Find each line of the material below in which the word "Keep" occurs, and return it.

***** DATASET EXCERPTS *****

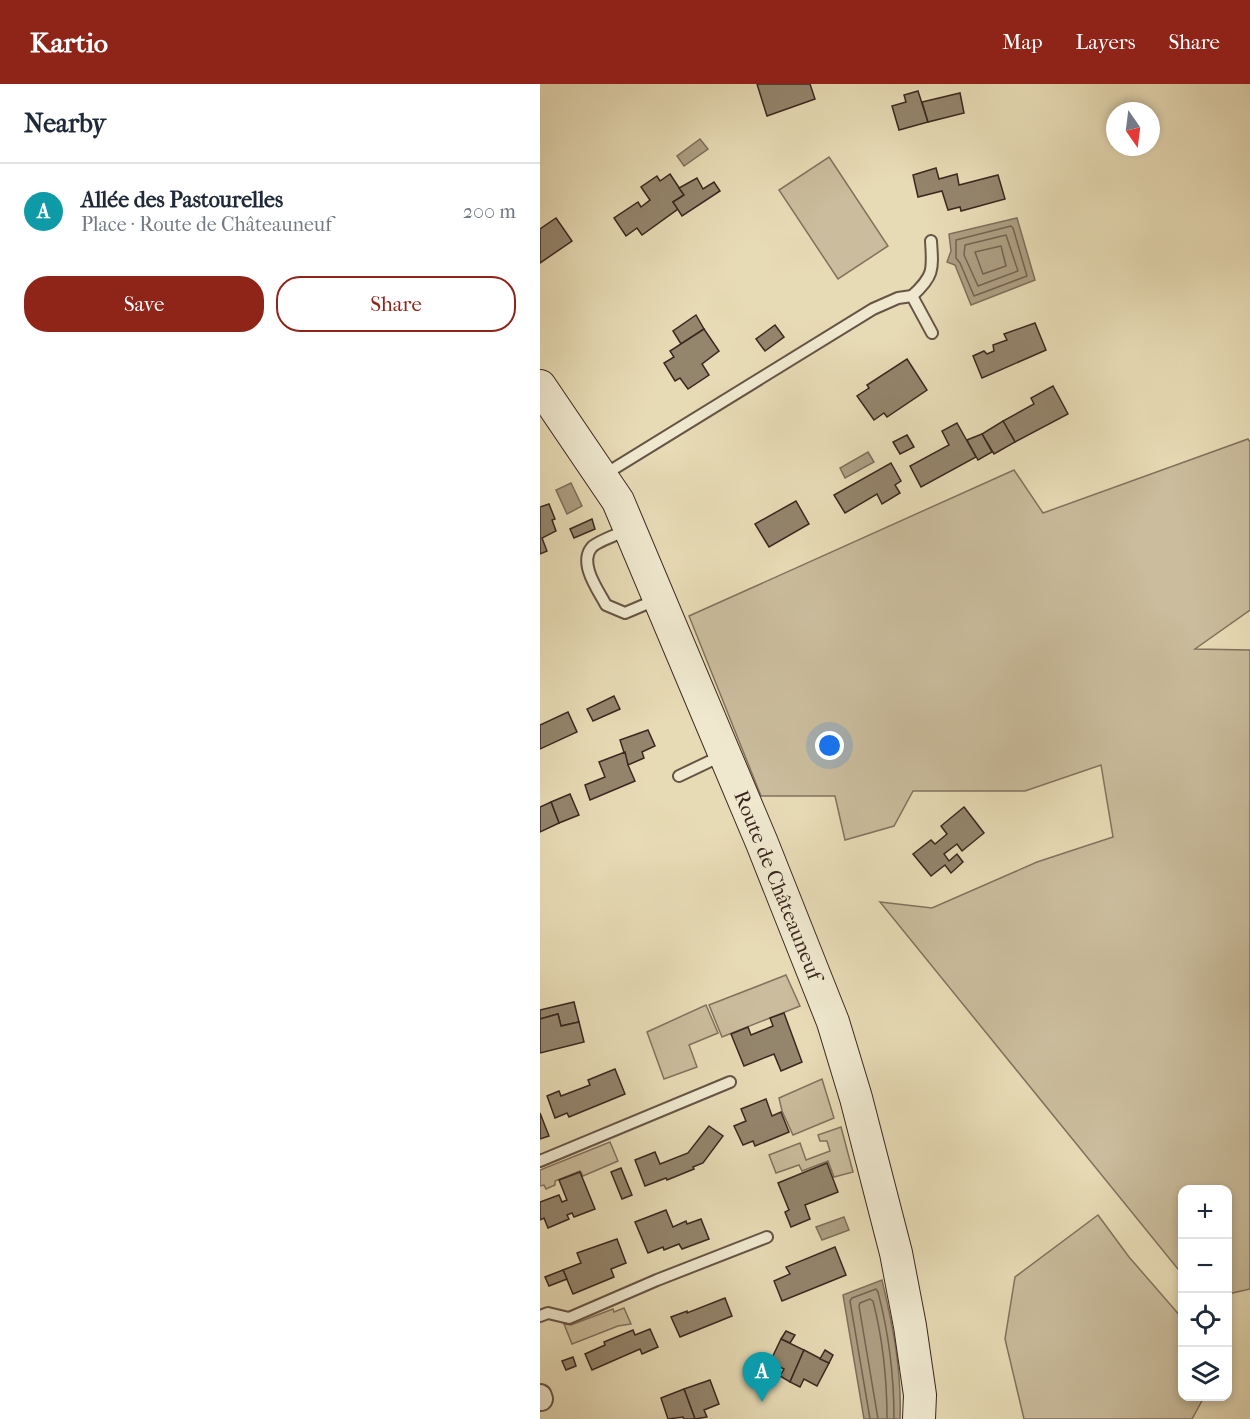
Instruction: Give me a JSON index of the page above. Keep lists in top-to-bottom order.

*****
***** DATASET EXCERPTS *****

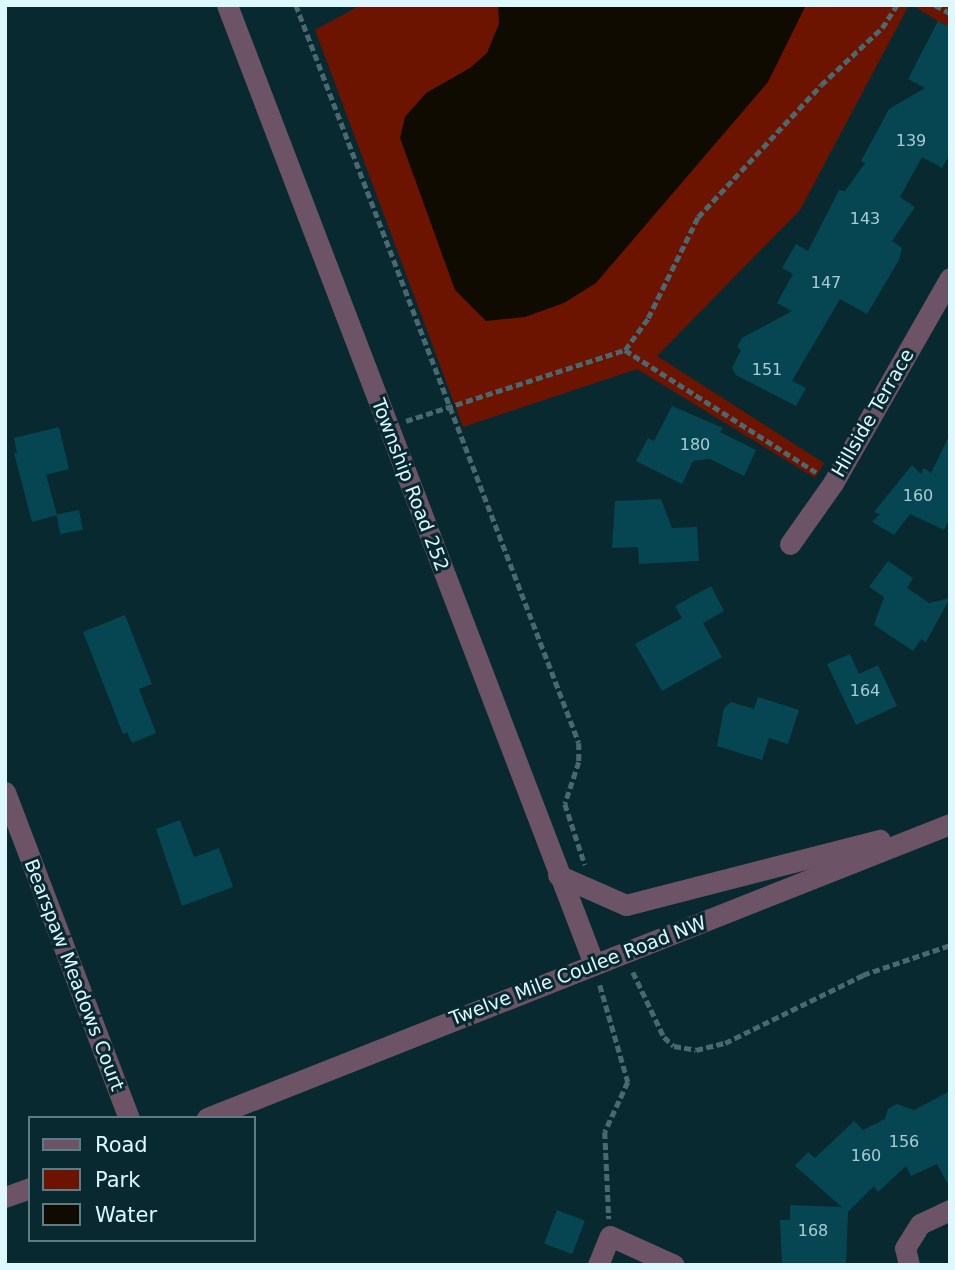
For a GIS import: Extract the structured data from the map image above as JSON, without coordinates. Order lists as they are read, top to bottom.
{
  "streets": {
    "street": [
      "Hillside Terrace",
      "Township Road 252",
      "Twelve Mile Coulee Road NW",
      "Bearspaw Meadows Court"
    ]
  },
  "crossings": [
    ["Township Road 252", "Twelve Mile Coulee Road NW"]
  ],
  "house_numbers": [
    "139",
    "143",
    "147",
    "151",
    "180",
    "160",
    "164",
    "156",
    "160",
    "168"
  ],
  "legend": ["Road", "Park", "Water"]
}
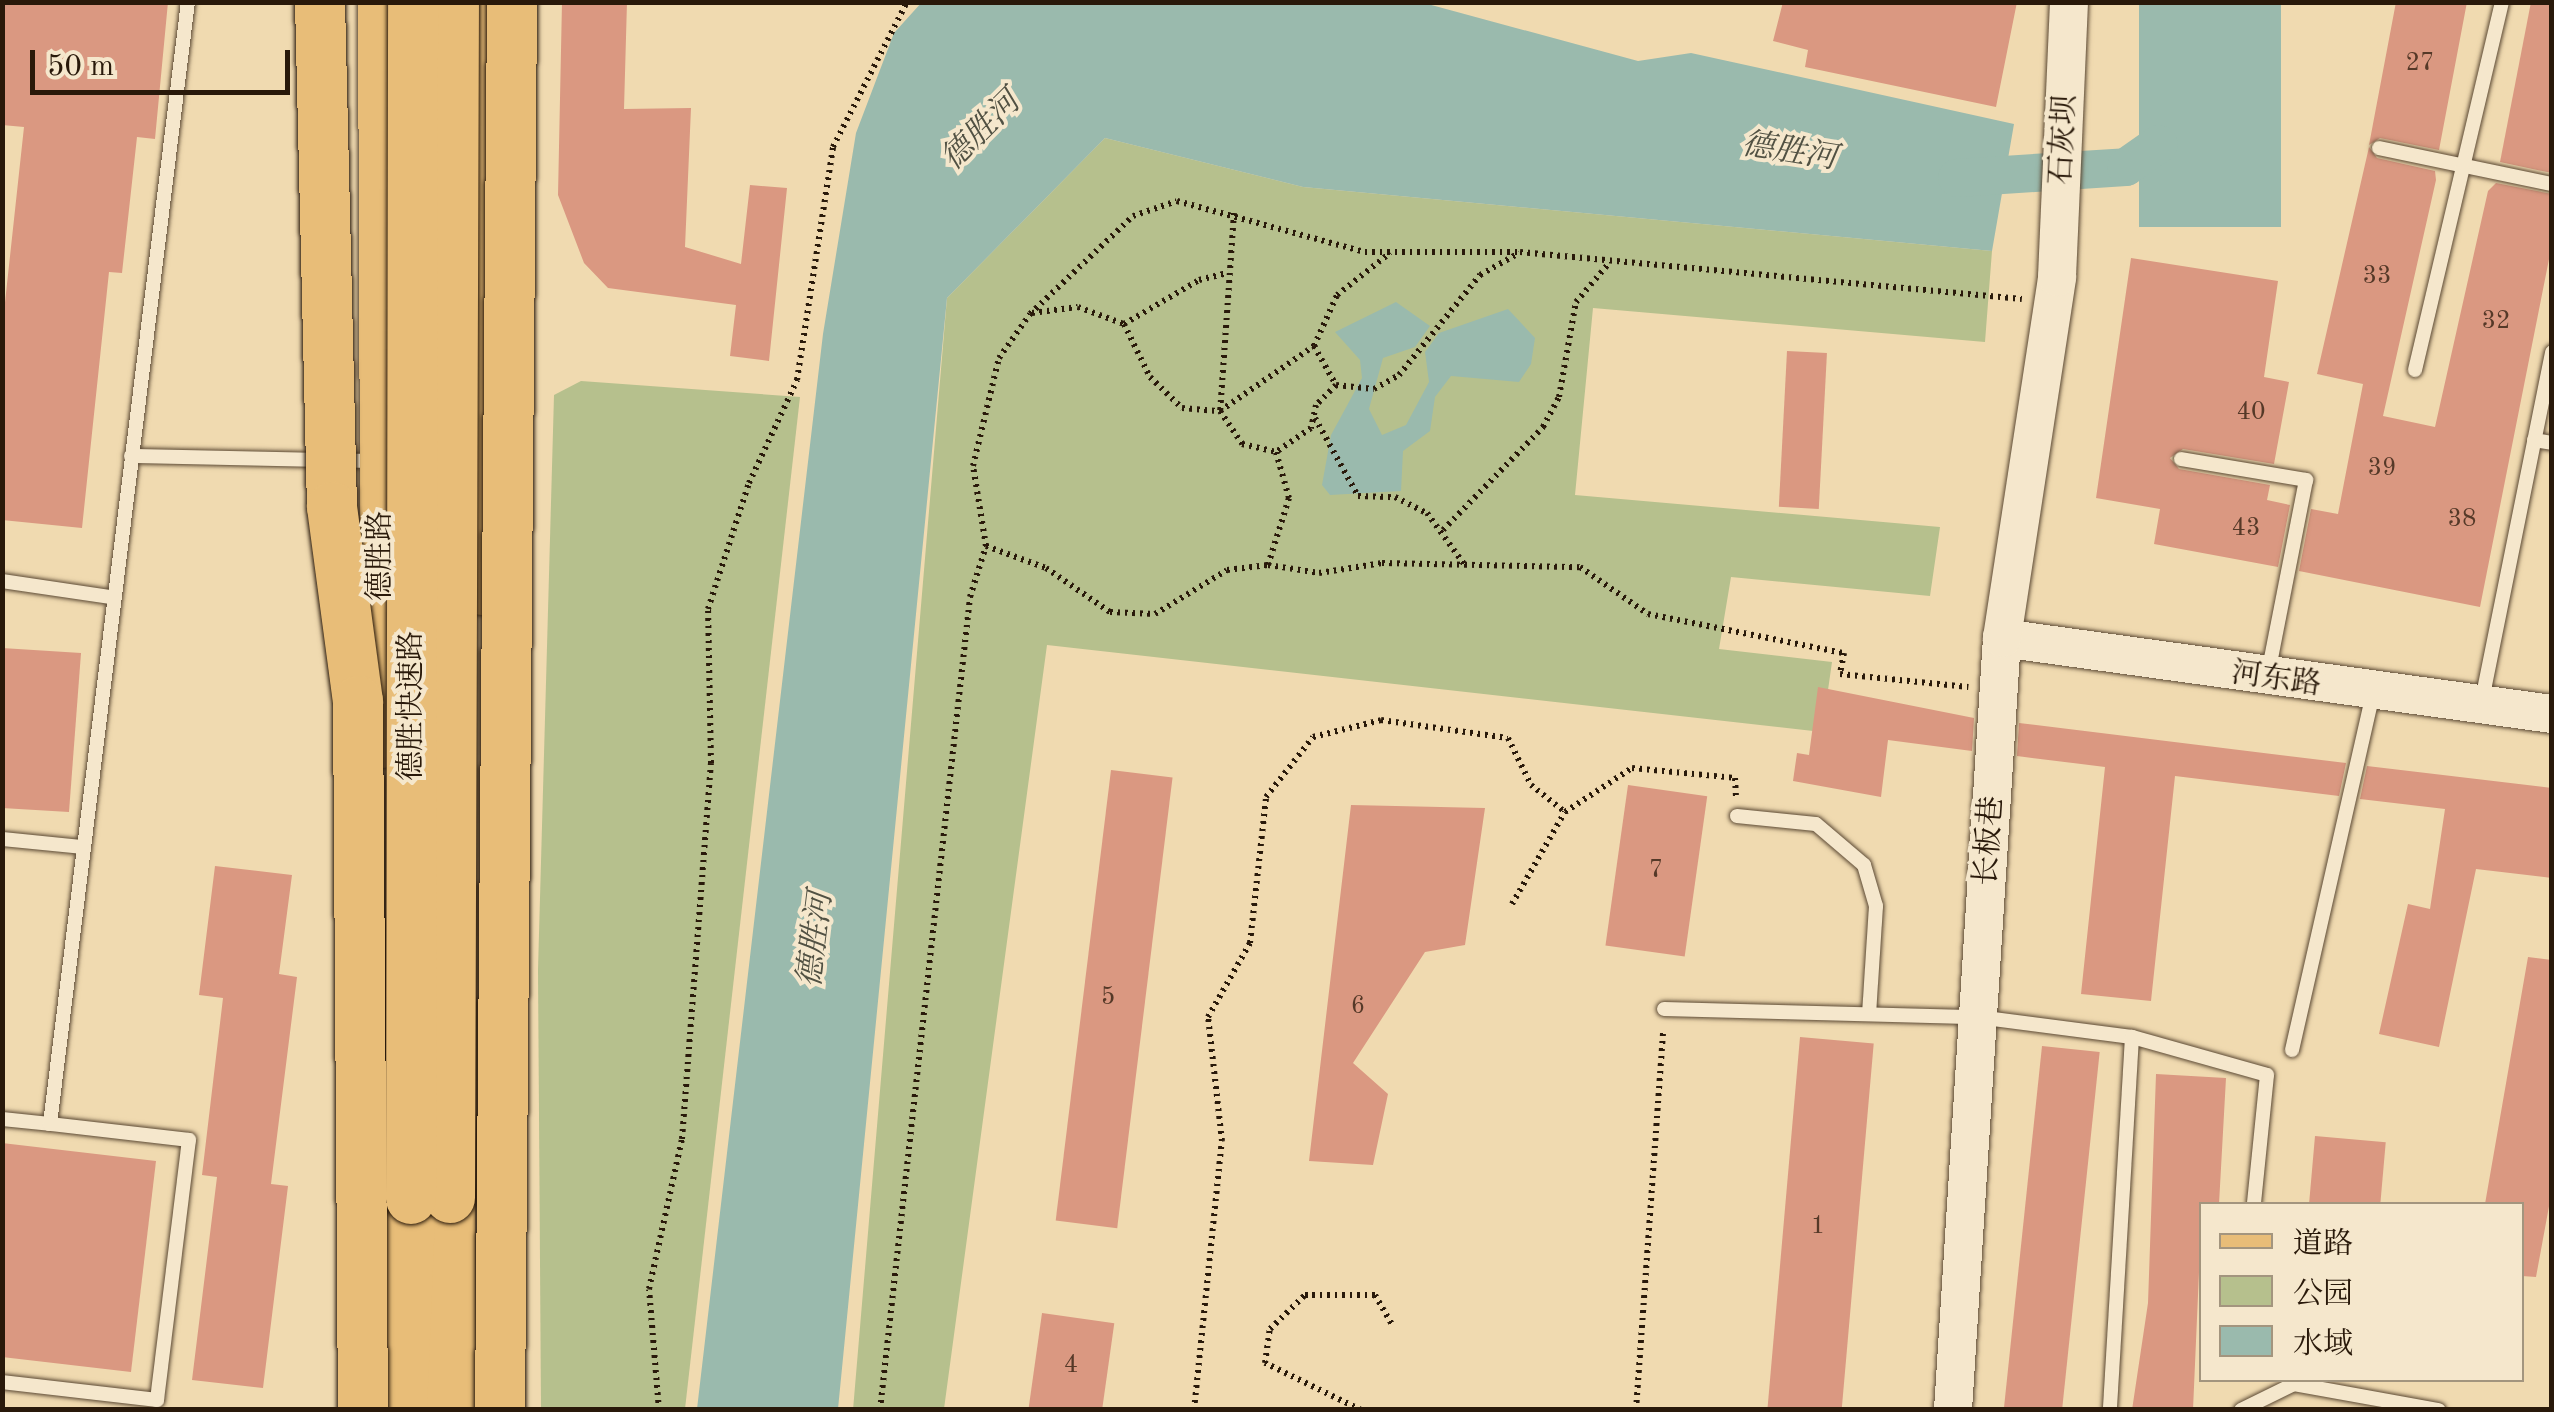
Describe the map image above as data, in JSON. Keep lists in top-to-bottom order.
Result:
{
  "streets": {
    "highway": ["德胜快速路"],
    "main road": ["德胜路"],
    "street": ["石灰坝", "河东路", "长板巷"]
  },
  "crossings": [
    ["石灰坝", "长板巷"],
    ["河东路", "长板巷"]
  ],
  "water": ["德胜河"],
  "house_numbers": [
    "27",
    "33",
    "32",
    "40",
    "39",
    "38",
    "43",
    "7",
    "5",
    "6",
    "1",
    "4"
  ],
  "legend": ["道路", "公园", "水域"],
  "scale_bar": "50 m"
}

*****

## REPLY
Instruction: Give me a JSON index of the page above. Keep lists in top-to-bottom order.
Describe the map image above as data, in JSON. Keep lists in top-to-bottom order.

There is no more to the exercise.